• Data under study
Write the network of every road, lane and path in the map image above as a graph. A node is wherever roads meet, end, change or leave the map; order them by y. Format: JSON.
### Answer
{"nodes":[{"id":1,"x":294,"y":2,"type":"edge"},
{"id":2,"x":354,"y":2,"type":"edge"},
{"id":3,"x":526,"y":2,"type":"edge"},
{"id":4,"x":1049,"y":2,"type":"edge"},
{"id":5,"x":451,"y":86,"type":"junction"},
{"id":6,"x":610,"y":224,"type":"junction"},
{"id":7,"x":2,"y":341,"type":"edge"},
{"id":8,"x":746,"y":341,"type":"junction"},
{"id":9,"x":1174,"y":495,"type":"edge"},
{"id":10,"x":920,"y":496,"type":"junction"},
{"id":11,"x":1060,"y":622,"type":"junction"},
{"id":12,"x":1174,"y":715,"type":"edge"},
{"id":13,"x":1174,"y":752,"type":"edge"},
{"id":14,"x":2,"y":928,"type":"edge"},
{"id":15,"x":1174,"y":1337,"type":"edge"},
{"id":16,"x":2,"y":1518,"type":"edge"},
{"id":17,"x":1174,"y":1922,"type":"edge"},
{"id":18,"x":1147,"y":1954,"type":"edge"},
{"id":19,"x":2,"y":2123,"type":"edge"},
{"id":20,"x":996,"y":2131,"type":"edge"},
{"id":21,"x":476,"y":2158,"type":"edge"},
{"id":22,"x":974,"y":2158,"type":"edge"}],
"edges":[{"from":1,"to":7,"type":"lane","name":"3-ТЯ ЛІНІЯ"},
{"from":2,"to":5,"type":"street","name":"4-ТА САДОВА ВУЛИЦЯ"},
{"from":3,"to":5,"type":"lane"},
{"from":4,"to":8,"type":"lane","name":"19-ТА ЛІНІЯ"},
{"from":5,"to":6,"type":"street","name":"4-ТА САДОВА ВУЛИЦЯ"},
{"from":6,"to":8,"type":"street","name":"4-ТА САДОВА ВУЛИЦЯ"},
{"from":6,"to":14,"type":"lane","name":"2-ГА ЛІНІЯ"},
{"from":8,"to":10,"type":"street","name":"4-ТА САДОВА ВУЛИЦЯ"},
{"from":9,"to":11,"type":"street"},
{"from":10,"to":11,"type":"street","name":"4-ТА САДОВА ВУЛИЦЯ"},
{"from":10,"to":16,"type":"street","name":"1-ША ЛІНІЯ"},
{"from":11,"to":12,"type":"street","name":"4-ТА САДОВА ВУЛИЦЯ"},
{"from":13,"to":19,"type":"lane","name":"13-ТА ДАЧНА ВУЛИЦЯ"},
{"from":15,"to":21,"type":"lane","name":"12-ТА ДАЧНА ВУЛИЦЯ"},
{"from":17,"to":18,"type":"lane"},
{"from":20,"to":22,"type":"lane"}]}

• What is needed
The data above should be reproduced in full and exactly.

• Task answer
Write the network of every road, lane and path in the map image above as a graph. A node is wherever roads meet, end, change or leave the map; order them by y. Format: JSON.
### Answer
{"nodes":[{"id":1,"x":294,"y":2,"type":"edge"},
{"id":2,"x":354,"y":2,"type":"edge"},
{"id":3,"x":526,"y":2,"type":"edge"},
{"id":4,"x":1049,"y":2,"type":"edge"},
{"id":5,"x":451,"y":86,"type":"junction"},
{"id":6,"x":610,"y":224,"type":"junction"},
{"id":7,"x":2,"y":341,"type":"edge"},
{"id":8,"x":746,"y":341,"type":"junction"},
{"id":9,"x":1174,"y":495,"type":"edge"},
{"id":10,"x":920,"y":496,"type":"junction"},
{"id":11,"x":1060,"y":622,"type":"junction"},
{"id":12,"x":1174,"y":715,"type":"edge"},
{"id":13,"x":1174,"y":752,"type":"edge"},
{"id":14,"x":2,"y":928,"type":"edge"},
{"id":15,"x":1174,"y":1337,"type":"edge"},
{"id":16,"x":2,"y":1518,"type":"edge"},
{"id":17,"x":1174,"y":1922,"type":"edge"},
{"id":18,"x":1147,"y":1954,"type":"edge"},
{"id":19,"x":2,"y":2123,"type":"edge"},
{"id":20,"x":996,"y":2131,"type":"edge"},
{"id":21,"x":476,"y":2158,"type":"edge"},
{"id":22,"x":974,"y":2158,"type":"edge"}],
"edges":[{"from":1,"to":7,"type":"lane","name":"3-ТЯ ЛІНІЯ"},
{"from":2,"to":5,"type":"street","name":"4-ТА САДОВА ВУЛИЦЯ"},
{"from":3,"to":5,"type":"lane"},
{"from":4,"to":8,"type":"lane","name":"19-ТА ЛІНІЯ"},
{"from":5,"to":6,"type":"street","name":"4-ТА САДОВА ВУЛИЦЯ"},
{"from":6,"to":8,"type":"street","name":"4-ТА САДОВА ВУЛИЦЯ"},
{"from":6,"to":14,"type":"lane","name":"2-ГА ЛІНІЯ"},
{"from":8,"to":10,"type":"street","name":"4-ТА САДОВА ВУЛИЦЯ"},
{"from":9,"to":11,"type":"street"},
{"from":10,"to":11,"type":"street","name":"4-ТА САДОВА ВУЛИЦЯ"},
{"from":10,"to":16,"type":"street","name":"1-ША ЛІНІЯ"},
{"from":11,"to":12,"type":"street","name":"4-ТА САДОВА ВУЛИЦЯ"},
{"from":13,"to":19,"type":"lane","name":"13-ТА ДАЧНА ВУЛИЦЯ"},
{"from":15,"to":21,"type":"lane","name":"12-ТА ДАЧНА ВУЛИЦЯ"},
{"from":17,"to":18,"type":"lane"},
{"from":20,"to":22,"type":"lane"}]}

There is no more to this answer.